MATERIAL PROVIDED
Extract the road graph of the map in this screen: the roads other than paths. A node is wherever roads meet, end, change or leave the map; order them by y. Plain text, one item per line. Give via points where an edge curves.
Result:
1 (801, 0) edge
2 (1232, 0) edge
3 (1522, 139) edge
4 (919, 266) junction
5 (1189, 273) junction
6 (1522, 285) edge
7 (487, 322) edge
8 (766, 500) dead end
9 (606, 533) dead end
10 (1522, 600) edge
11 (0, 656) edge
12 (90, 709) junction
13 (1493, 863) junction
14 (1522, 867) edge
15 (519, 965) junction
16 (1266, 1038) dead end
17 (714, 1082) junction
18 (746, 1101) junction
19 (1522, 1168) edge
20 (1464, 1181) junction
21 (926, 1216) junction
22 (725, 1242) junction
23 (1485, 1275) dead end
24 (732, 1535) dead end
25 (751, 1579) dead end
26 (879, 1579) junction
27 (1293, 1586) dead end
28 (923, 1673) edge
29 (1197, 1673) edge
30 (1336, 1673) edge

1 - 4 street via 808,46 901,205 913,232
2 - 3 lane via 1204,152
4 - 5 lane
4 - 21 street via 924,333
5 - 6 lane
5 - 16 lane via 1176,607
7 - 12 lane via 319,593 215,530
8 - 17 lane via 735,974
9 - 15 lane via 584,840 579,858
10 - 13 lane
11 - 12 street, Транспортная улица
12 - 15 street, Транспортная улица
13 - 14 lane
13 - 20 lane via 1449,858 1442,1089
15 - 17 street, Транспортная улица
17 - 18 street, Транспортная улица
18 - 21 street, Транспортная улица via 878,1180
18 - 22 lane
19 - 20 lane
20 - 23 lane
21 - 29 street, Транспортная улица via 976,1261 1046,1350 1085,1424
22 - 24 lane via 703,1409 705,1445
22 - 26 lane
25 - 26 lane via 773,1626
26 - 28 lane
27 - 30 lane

EXERCISE AIM
Copy each entry exactly.

SOLUTION TO THIS EXERCISE
Extract the road graph of the map in this screen: the roads other than paths. A node is wherever roads meet, end, change or leave the map; order them by y. Plain text, one item per line. Give via points where an edge curves.
Result:
1 (801, 0) edge
2 (1232, 0) edge
3 (1522, 139) edge
4 (919, 266) junction
5 (1189, 273) junction
6 (1522, 285) edge
7 (487, 322) edge
8 (766, 500) dead end
9 (606, 533) dead end
10 (1522, 600) edge
11 (0, 656) edge
12 (90, 709) junction
13 (1493, 863) junction
14 (1522, 867) edge
15 (519, 965) junction
16 (1266, 1038) dead end
17 (714, 1082) junction
18 (746, 1101) junction
19 (1522, 1168) edge
20 (1464, 1181) junction
21 (926, 1216) junction
22 (725, 1242) junction
23 (1485, 1275) dead end
24 (732, 1535) dead end
25 (751, 1579) dead end
26 (879, 1579) junction
27 (1293, 1586) dead end
28 (923, 1673) edge
29 (1197, 1673) edge
30 (1336, 1673) edge

1 - 4 street via 808,46 901,205 913,232
2 - 3 lane via 1204,152
4 - 5 lane
4 - 21 street via 924,333
5 - 6 lane
5 - 16 lane via 1176,607
7 - 12 lane via 319,593 215,530
8 - 17 lane via 735,974
9 - 15 lane via 584,840 579,858
10 - 13 lane
11 - 12 street, Транспортная улица
12 - 15 street, Транспортная улица
13 - 14 lane
13 - 20 lane via 1449,858 1442,1089
15 - 17 street, Транспортная улица
17 - 18 street, Транспортная улица
18 - 21 street, Транспортная улица via 878,1180
18 - 22 lane
19 - 20 lane
20 - 23 lane
21 - 29 street, Транспортная улица via 976,1261 1046,1350 1085,1424
22 - 24 lane via 703,1409 705,1445
22 - 26 lane
25 - 26 lane via 773,1626
26 - 28 lane
27 - 30 lane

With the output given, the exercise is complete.